# Interim Projects: Web Scrapping - GAMES

# Data Cleaning

### Importing and merging files

In [None]:
# import libraries
import pandas as pd
import numpy as np
import sqlalchemy as db 

In [None]:
# merging data files extracted from game website

df1 = pd.read_csv("games_info_181023.csv") #insert path to file OR filename if same folder 
df2 = pd.read_csv("games_genre_181023.csv") #insert path to file OR filename if same folder
df3 = pd.read_csv("games_price_181023.csv") #insert path to file OR filename if same folder

df_temp = pd.merge(df1, df2, on='title', how='outer') 
df_combined = pd.merge(df_temp, df3, on='title', how='outer')  

df_combined.to_csv('games_combined_final.csv', index=False)

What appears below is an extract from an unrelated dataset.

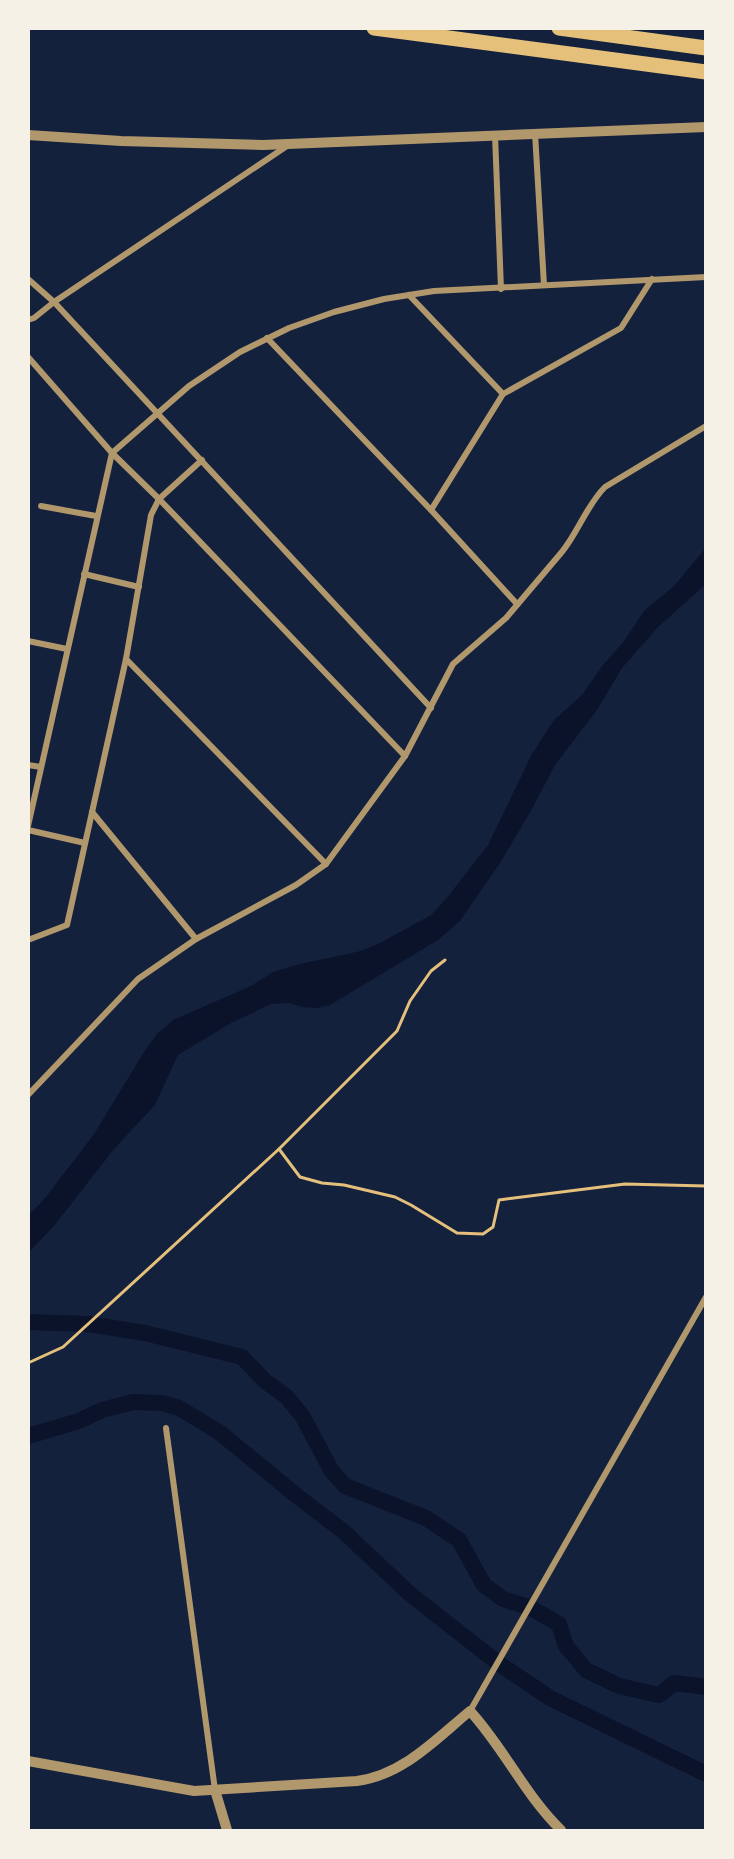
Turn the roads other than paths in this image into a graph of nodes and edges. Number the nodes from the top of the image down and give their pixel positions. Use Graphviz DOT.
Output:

games_combined_data = 'games_combined_final.csv'
df = pd.read_csv(games_combined_data)

print(df)

### Check duplicates on the title column

In [None]:
dup_rows = df[df.duplicated(subset='title', keep=False)]
print(dup_rows)

### Exclude bad data from review column

In [None]:
# Filter out rows where 'reviews' column contains the specified text
df = df[~df['reviews'].str.contains("Need more user reviews to generate a score", na=False)]
df = df[~df['reviews'].str.contains("No user reviews", na=False)]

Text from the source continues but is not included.